[EXERCISE] Each line of the records below that holds "graph" should be returned.
┏━━
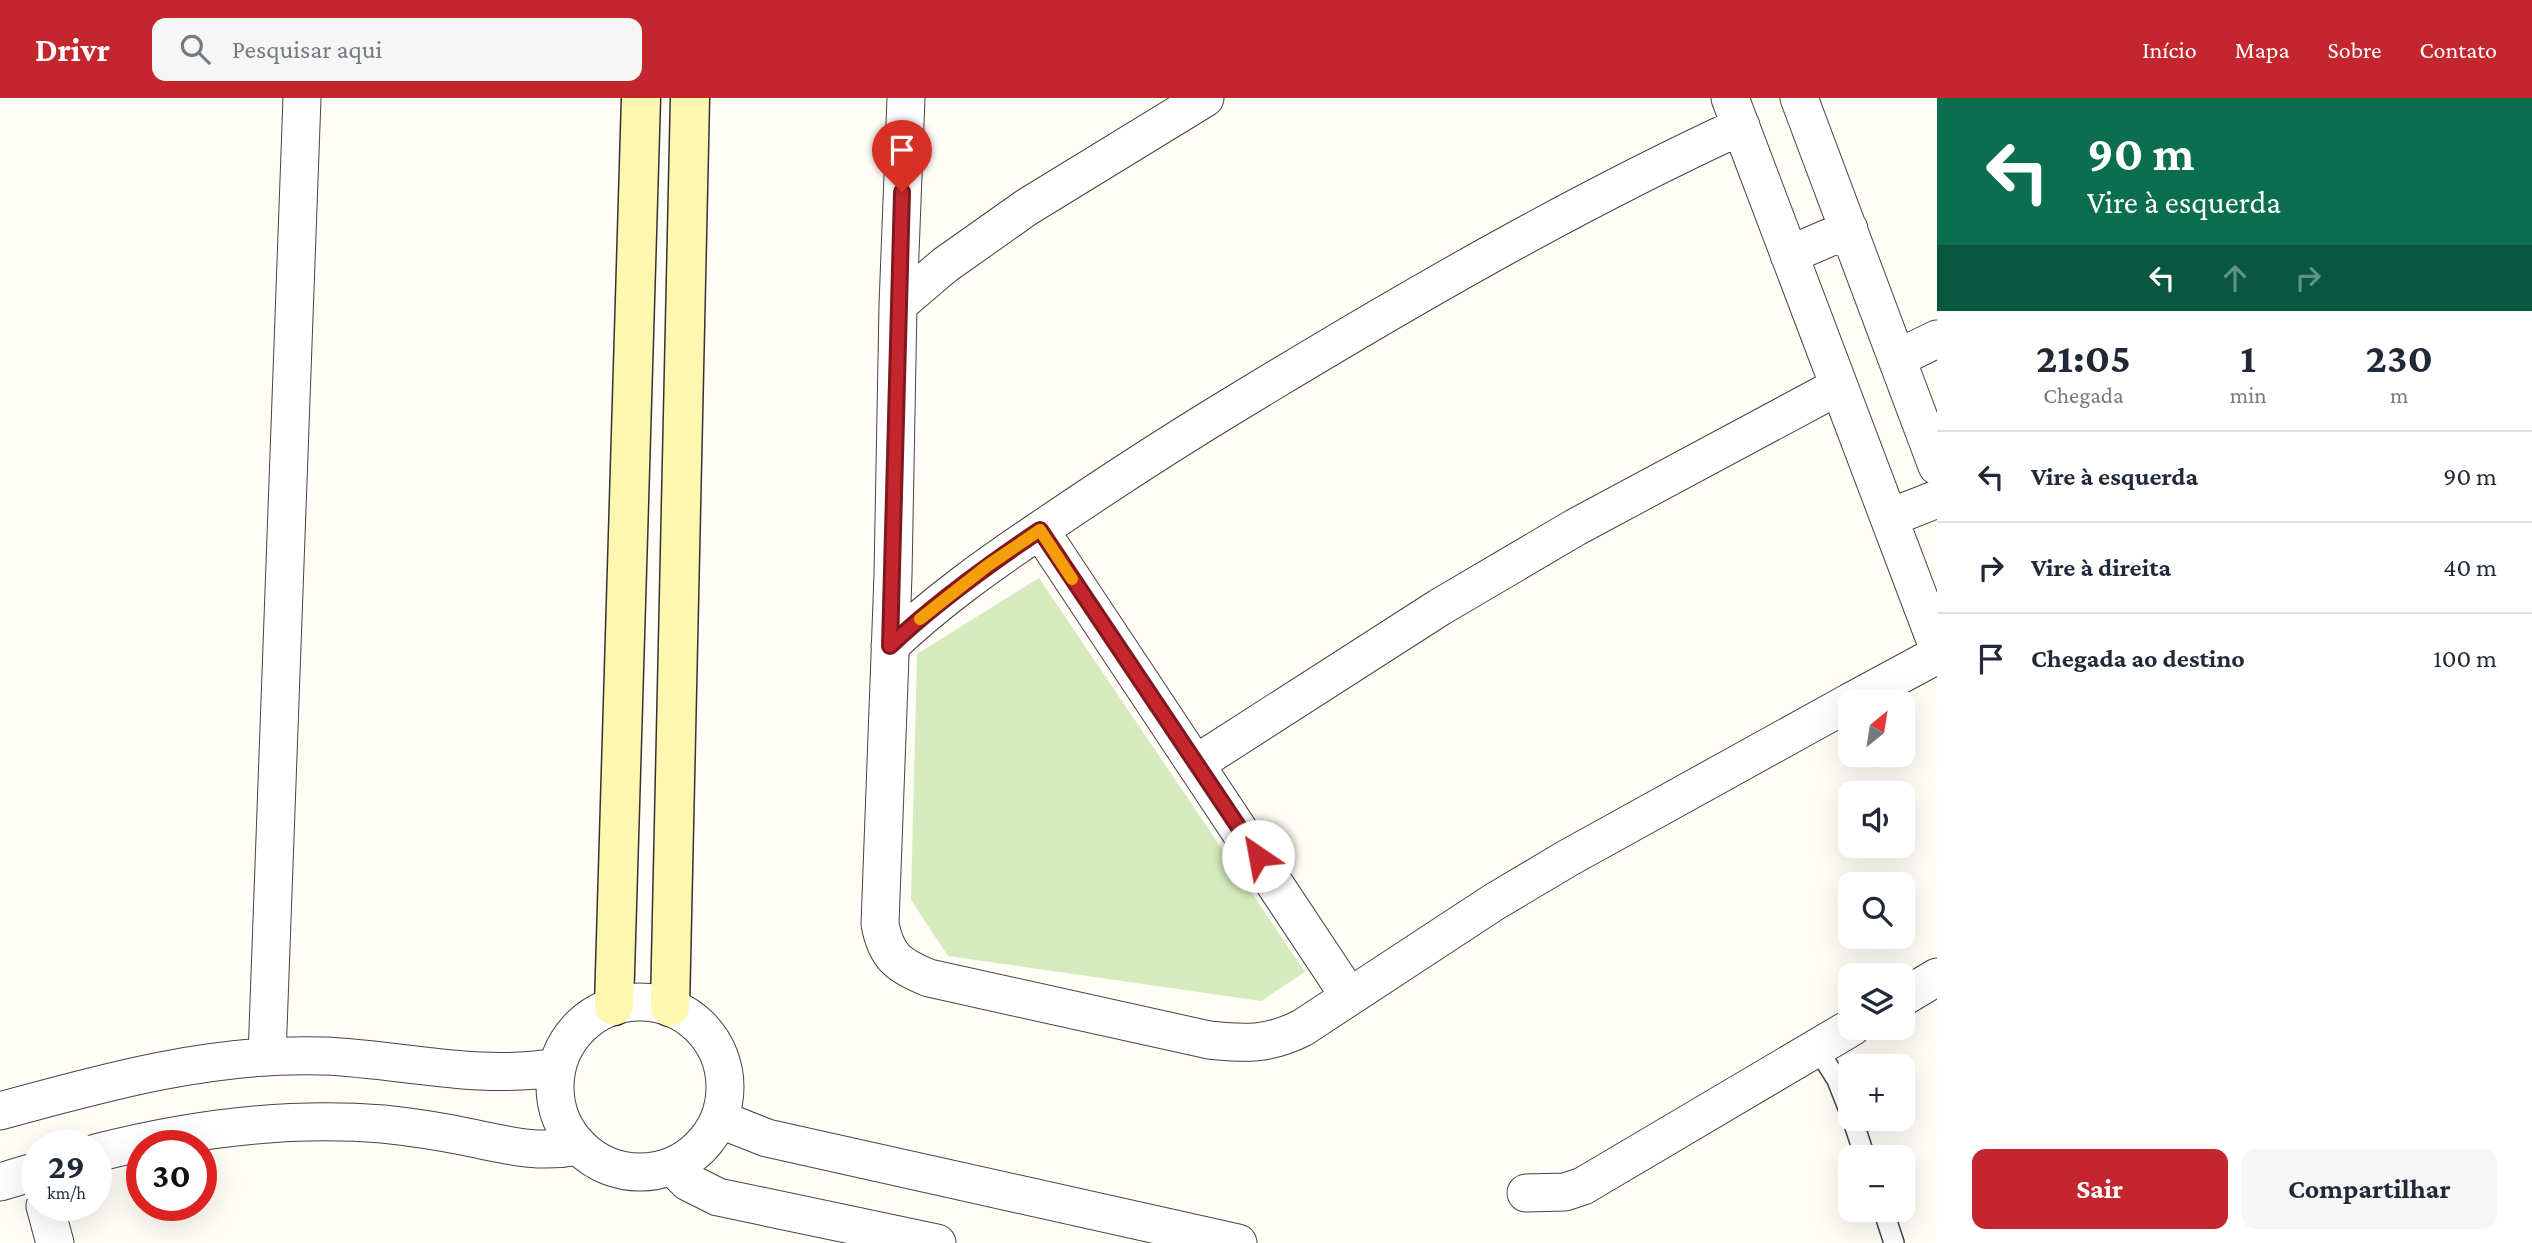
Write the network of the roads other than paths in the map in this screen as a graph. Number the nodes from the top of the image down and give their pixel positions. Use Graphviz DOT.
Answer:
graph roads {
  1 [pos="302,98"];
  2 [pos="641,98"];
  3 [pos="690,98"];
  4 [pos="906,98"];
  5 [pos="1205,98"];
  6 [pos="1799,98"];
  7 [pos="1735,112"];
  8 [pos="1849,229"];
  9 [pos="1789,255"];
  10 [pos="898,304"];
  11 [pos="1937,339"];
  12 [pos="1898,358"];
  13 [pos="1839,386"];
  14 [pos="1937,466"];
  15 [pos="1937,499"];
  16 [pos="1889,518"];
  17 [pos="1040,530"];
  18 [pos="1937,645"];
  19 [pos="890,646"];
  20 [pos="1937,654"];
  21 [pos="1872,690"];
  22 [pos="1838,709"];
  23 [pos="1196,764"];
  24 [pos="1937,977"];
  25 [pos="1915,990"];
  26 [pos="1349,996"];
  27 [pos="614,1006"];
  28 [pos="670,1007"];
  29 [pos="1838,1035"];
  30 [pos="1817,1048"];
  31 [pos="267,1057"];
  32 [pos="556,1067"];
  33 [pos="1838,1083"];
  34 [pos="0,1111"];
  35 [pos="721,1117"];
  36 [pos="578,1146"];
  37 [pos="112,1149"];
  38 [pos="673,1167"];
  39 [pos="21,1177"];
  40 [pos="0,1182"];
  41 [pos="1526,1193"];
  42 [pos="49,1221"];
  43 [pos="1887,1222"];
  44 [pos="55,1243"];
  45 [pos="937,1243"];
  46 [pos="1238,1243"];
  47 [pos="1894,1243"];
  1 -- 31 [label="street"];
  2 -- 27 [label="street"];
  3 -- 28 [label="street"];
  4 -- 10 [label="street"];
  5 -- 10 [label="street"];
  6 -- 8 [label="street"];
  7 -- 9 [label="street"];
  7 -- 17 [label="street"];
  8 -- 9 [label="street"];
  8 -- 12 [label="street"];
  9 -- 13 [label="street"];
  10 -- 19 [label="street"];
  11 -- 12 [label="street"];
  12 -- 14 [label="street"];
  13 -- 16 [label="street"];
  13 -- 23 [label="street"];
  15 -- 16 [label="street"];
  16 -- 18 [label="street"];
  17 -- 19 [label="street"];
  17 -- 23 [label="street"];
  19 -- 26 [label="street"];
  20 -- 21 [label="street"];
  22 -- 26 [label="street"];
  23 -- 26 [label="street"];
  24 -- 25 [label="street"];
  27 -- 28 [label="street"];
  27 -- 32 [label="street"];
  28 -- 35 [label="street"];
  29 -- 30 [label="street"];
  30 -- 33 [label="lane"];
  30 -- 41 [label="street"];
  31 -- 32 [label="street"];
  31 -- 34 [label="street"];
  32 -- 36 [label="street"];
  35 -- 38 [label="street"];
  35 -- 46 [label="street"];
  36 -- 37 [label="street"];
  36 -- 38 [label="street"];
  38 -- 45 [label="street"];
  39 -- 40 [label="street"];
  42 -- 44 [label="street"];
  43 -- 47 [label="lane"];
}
┗━━
[SOLUTION TO THE EXERCISE]
Write the network of the roads other than paths in the map in this screen as a graph. Number the nodes from the top of the image down and give their pixel positions. Use Graphviz DOT.
graph roads {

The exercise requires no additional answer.